Le Posthumain est inéluctable ; et seuls deux groupes se tiennent face à lui.
D’abord, ses futurs frères de la 3e voie ; ces vieux humanistes qui ont tout fait pour que vienne cette mondialisation qu’ils ont appelée de tout leur être ; ses frères, qui certes freinent maintenant des quatre fers en voyant que la puissance de la Raison est en train de faire muer leur cher universalisme ; ses frères qui voient sourdre de cet universalisme une gouvernance médico-technologique mettant en échec leur éthique de citoyen du monde. Peu importe. Qu’ils raillent donc. Car pour le Posthumain, ceux-là n’existent pas réellement, sinon comme une hostilité utile.

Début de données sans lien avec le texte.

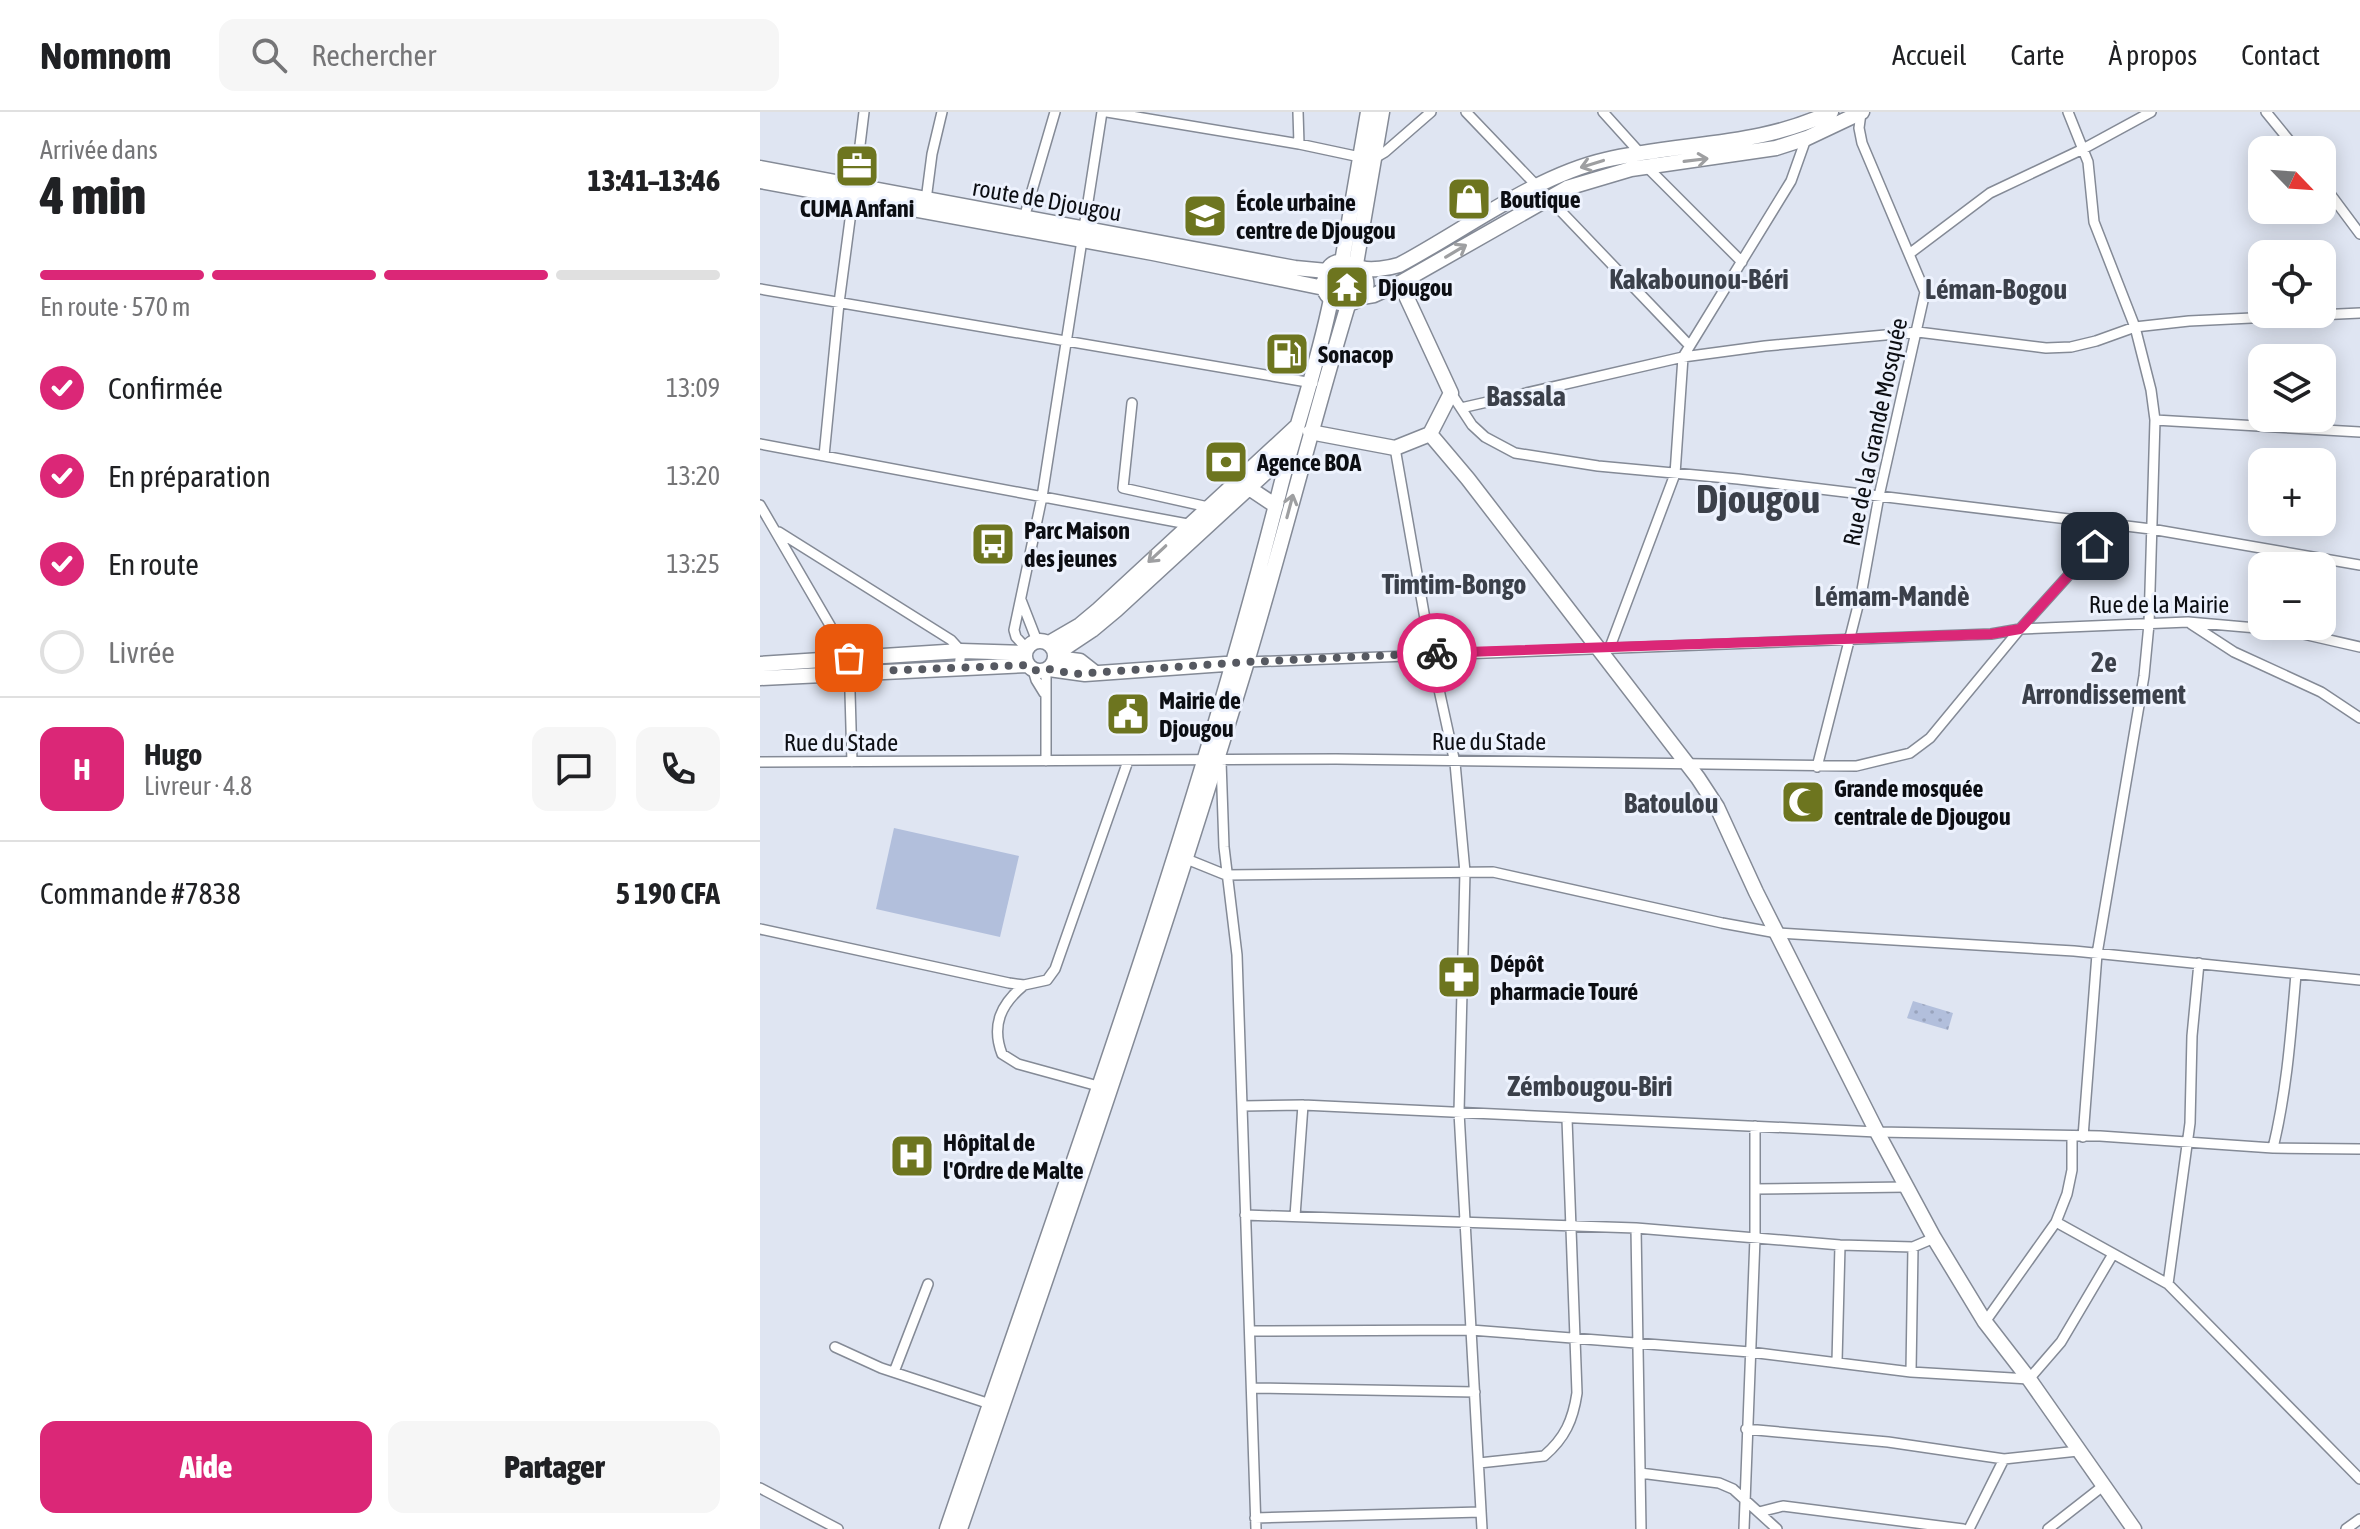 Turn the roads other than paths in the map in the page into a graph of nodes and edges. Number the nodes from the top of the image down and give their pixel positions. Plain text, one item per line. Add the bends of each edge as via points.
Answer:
1 (864, 112) edge
2 (942, 112) edge
3 (1055, 112) edge
4 (1104, 112) edge
5 (1298, 112) edge
6 (1368, 112) edge
7 (1382, 112) edge
8 (1431, 112) edge
9 (1466, 112) edge
10 (1603, 112) edge
11 (1831, 112) edge
12 (1861, 112) edge
13 (2068, 112) edge
14 (2151, 112) edge
15 (2266, 112) edge
16 (1806, 122) junction
17 (2286, 136) edge
18 (1807, 138) junction
19 (1299, 144) junction
20 (2083, 149) junction
21 (1366, 158) junction
22 (1644, 160) junction
23 (760, 168) edge
24 (760, 181) edge
25 (854, 191) junction
26 (1542, 192) junction
27 (926, 200) junction
28 (2336, 202) edge
29 (1024, 218) junction
30 (2360, 234) edge
31 (1084, 235) junction
32 (1909, 254) junction
33 (1742, 262) junction
34 (1353, 265) junction
35 (1327, 271) junction
36 (1400, 283) junction
37 (760, 289) edge
38 (1328, 294) junction
39 (1355, 301) junction
40 (839, 303) junction
41 (2360, 313) edge
42 (2135, 327) junction
43 (1918, 332) junction
44 (1067, 341) junction
45 (1689, 345) junction
46 (1683, 357) junction
47 (1317, 383) junction
48 (1451, 393) junction
49 (1132, 403) dead end
50 (1461, 408) junction
51 (2155, 420) junction
52 (1304, 429) junction
53 (2360, 432) edge
54 (1430, 434) junction
55 (760, 444) edge
56 (1395, 448) junction
57 (1290, 450) junction
58 (824, 456) junction
59 (1675, 474) junction
60 (1249, 488) junction
61 (1879, 496) junction
62 (1042, 497) junction
63 (760, 505) edge
64 (1276, 506) junction
65 (1208, 507) junction
66 (1190, 523) junction
67 (2114, 525) junction
68 (2151, 529) junction
69 (776, 530) junction
70 (1205, 531) junction
71 (2360, 565) edge
72 (1021, 600) junction
73 (2188, 622) junction
74 (2149, 624) junction
75 (2020, 629) junction
76 (1849, 639) junction
77 (2360, 647) edge
78 (1603, 648) junction
79 (961, 651) junction
80 (1431, 653) junction
81 (1040, 657) junction
82 (1240, 663) junction
83 (760, 664) edge
84 (850, 665) junction
85 (959, 667) junction
86 (760, 678) edge
87 (2360, 718) edge
88 (1046, 761) junction
89 (1128, 761) junction
90 (1214, 761) junction
91 (760, 762) edge
92 (852, 762) junction
93 (1455, 763) junction
94 (1686, 764) junction
95 (1817, 767) junction
96 (1181, 855) junction
97 (1465, 872) junction
98 (1226, 875) junction
99 (760, 929) edge
100 (1777, 933) junction
101 (2097, 954) junction
102 (2199, 963) junction
103 (2296, 974) junction
104 (2360, 980) edge
105 (1024, 985) junction
106 (1098, 1086) junction
107 (1303, 1105) junction
108 (1243, 1106) junction
109 (1459, 1112) junction
110 (1567, 1119) junction
111 (1755, 1126) junction
112 (1877, 1132) junction
113 (2078, 1137) junction
114 (2187, 1142) junction
115 (2273, 1148) junction
116 (2360, 1149) edge
117 (1907, 1187) junction
118 (1755, 1189) junction
119 (1245, 1215) junction
120 (1295, 1216) junction
121 (2056, 1222) junction
122 (1464, 1224) junction
123 (1572, 1225) junction
124 (1636, 1228) junction
125 (1755, 1238) junction
126 (1934, 1238) junction
127 (1840, 1245) junction
128 (1913, 1247) junction
129 (2113, 1254) junction
130 (928, 1284) dead end
131 (2168, 1284) junction
132 (1985, 1322) junction
133 (1471, 1330) junction
134 (1250, 1331) junction
135 (1575, 1339) junction
136 (1637, 1344) junction
137 (835, 1347) dead end
138 (1750, 1352) junction
139 (1837, 1362) junction
140 (894, 1372) junction
141 (1911, 1372) junction
142 (2029, 1379) junction
143 (1252, 1388) junction
144 (1475, 1392) junction
145 (996, 1406) junction
146 (1746, 1429) junction
147 (2078, 1451) junction
148 (2004, 1459) junction
149 (1479, 1463) junction
150 (1640, 1473) junction
151 (2360, 1479) edge
152 (2103, 1486) junction
153 (760, 1488) edge
154 (1745, 1499) junction
155 (1481, 1512) junction
156 (1759, 1512) junction
157 (2360, 1519) edge
158 (1255, 1524) edge
159 (838, 1529) edge
160 (947, 1529) edge
161 (960, 1529) edge
162 (1482, 1529) edge
163 (1641, 1529) edge
164 (1744, 1529) edge
165 (1777, 1529) edge
166 (1966, 1529) edge
167 (2048, 1529) edge
168 (2134, 1529) edge
169 (2346, 1529) edge

1 - 25 street
2 - 27 street
3 - 29 street
4 - 19 street
4 - 31 street
5 - 19 street
6 - 21 main road
7 - 21 main road
8 - 21 street via 1385,152
9 - 26 street
10 - 22 street
11 - 16 main road
12 - 18 main road
12 - 32 street, Rue de la Grande Mosquée via 1862,143
13 - 20 street
14 - 20 street
15 - 17 street
16 - 18 street
16 - 22 main road
22 -> 18 main road via 1755,153
18 - 33 street via 1791,181
19 - 21 street
20 - 32 street via 1990,193
20 - 42 street via 2094,222
21 - 34 main road
22 - 26 main road
22 - 33 street
23 - 25 main road, route de Djougou
24 - 25 main road, route de Djougou
25 - 27 main road, route de Djougou
25 - 31 main road, route de Djougou
25 - 40 street
26 - 34 main road via 1399,265
36 -> 26 main road
26 - 45 street
27 - 29 main road, route de Djougou
28 - 30 street
29 - 31 main road, route de Djougou
31 - 35 main road, route de Djougou
31 - 38 main road, route de Djougou
31 - 44 street
32 - 43 street, Rue de la Grande Mosquée via 1925,292
33 - 45 street
34 - 35 main road
34 - 39 main road via 1366,277 1366,288
35 - 38 main road
36 - 39 main road
36 - 48 main road
37 - 40 street
38 - 39 main road via 1339,304
38 - 47 main road
39 - 47 main road
40 - 44 street
40 - 58 street
41 - 42 street
42 - 43 street via 2096,341 2046,348
42 - 51 street
43 - 46 street
43 - 61 street, Rue de la Grande Mosquée
44 - 47 street
44 - 62 street
45 - 46 street
46 - 50 street
46 - 59 street
47 - 52 main road
48 - 50 street
48 - 54 main road
49 - 65 street via 1123,488
50 - 59 street via 1485,437 1515,453
51 - 53 street
51 - 68 street
52 - 56 main road
52 - 57 main road
52 - 65 main road
82 -> 52 main road
54 - 56 main road
54 - 78 main road
55 - 58 street
56 - 80 street
57 - 60 main road
57 - 64 main road
58 - 62 street
59 - 61 street
59 - 78 street
60 - 64 main road
60 - 70 main road
61 - 67 street
61 - 76 street, Rue de la Grande Mosquée
62 - 66 street
62 - 72 street
63 - 69 street
64 - 82 main road
65 - 66 main road
66 - 70 street
66 -> 81 main road
67 - 68 street
67 - 75 street, Rue du Stade
68 - 71 street
68 - 74 street
69 - 79 street via 934,628
69 - 84 street
70 - 81 main road via 1092,630
72 - 81 street
72 - 81 street via 1014,630
73 - 74 street, Rue de la Mairie
73 - 77 street, Rue de la Mairie via 2290,631
73 - 87 street
74 - 75 street, Rue de la Mairie
74 - 101 street
75 - 76 street, Rue de la Mairie
75 - 95 street, Rue du Stade via 1930,738 1910,753 1856,766
76 - 78 street, Rue de la Mairie
76 - 95 street, Rue de la Grande Mosquée
78 - 80 street, Rue de la Mairie
78 - 94 main road
79 - 81 main road
79 - 84 main road
79 - 85 street
80 - 82 street, Rue de la Mairie
80 - 93 street
81 - 82 main road, Rue de la Mairie via 1080,661 1094,672
81 - 85 main road
81 - 88 street via 1036,680 1044,693
82 - 90 main road
83 - 84 main road
84 - 85 main road
84 - 86 main road
84 - 92 street
88 - 89 street, Rue du Stade
88 - 92 street, Rue du Stade
89 - 90 street, Rue du Stade
89 - 105 street via 1055,969 1047,980
90 - 93 street, Rue du Stade
90 - 96 main road
90 - 98 street
91 - 92 street, Rue du Stade
93 - 94 street, Rue du Stade
93 - 97 street
94 - 95 street, Rue du Stade
94 - 100 main road via 1717,807
96 - 98 street
96 - 106 main road
96 - 145 main road
97 - 98 street
97 - 100 street via 1493,872
97 - 109 street
98 - 108 street via 1237,955
99 - 105 street
100 - 101 street
100 - 112 main road
101 - 102 street
101 - 113 street
102 - 103 street
102 - 114 street
103 - 104 street
103 - 115 street via 2282,1114
105 - 106 street via 999,1015 996,1030 1002,1054 1018,1064
106 - 145 main road
107 - 108 street
107 - 109 street
107 - 120 street
108 - 119 street
109 - 110 street
109 - 122 street
110 - 111 street
110 - 123 street
111 - 112 street
111 - 118 street
112 - 113 street
112 - 117 main road
113 - 114 street
113 - 121 street
114 - 115 street
114 - 131 street
115 - 116 street
117 - 118 street
117 - 126 main road
118 - 125 street
119 - 120 street
119 - 134 street
120 - 122 street
121 - 129 street
121 - 132 street
122 - 123 street
122 - 133 street
123 - 124 street
123 - 135 street
124 - 125 street
124 - 136 street
125 - 127 street
125 - 138 street
126 - 128 street
126 - 132 main road
127 - 128 street
127 - 139 street
128 - 141 street
129 - 131 street
129 - 142 street via 2061,1342
130 - 140 street
131 - 151 street
132 - 142 main road
133 - 134 street
133 - 135 street
133 - 144 street
134 - 143 street
135 - 136 street
135 - 149 street via 1577,1393 1563,1436 1544,1456
136 - 138 street
136 - 150 street
137 - 140 street
138 - 139 street
138 - 146 street
139 - 141 street
140 - 145 street
141 - 142 street
142 - 147 main road
143 - 144 street
143 - 158 street
144 - 149 street
145 - 160 main road
145 - 161 main road
146 - 148 street
146 - 154 street
147 - 148 street
147 - 152 main road
148 - 166 street
149 - 155 street
150 - 154 street via 1719,1483
150 - 163 street
152 - 167 street
152 - 168 main road
153 - 159 street
154 - 156 street
154 - 164 street
155 - 158 street
155 - 162 street
156 - 165 street
156 - 166 street via 1783,1506
157 - 169 street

Puis, il y a ceux dont les posthumains seront un jour, au mieux, les valets : les Fils de l’homme. Et si je crois qu’ils sont akklésiastiques, c’est parce que le Corpus Christi a lui aussi été participant de cet universalisme dont l’Église médicale et la technologie se servent maintenant pour régner. Les bergeries ne seront donc pas consumées. Au contraire, et elles le font déjà en partie, elles intègrent le phénomène ! Parce que l’universalisme est l’essence de l’Ecclésia, et parce qu’il est l’essence de tout religieux, quel que soit le nom de son Dieu. Il s’ensuit que le Fils de l’homme est plus caché que jamais ! Est-il encore possible de l’entendre frapper aux portes des bergeries ? Comment l’ère posthumaine qui pense de plus en plus l’incarner et réaliser ses promesses peut-elle encore l’entendre ? Soit donc, pour les fils de l’homme, le temps est venu de s’enfoncer de plus en plus dans les ténèbres de la Foi, peut-être même au point d’être introuvable.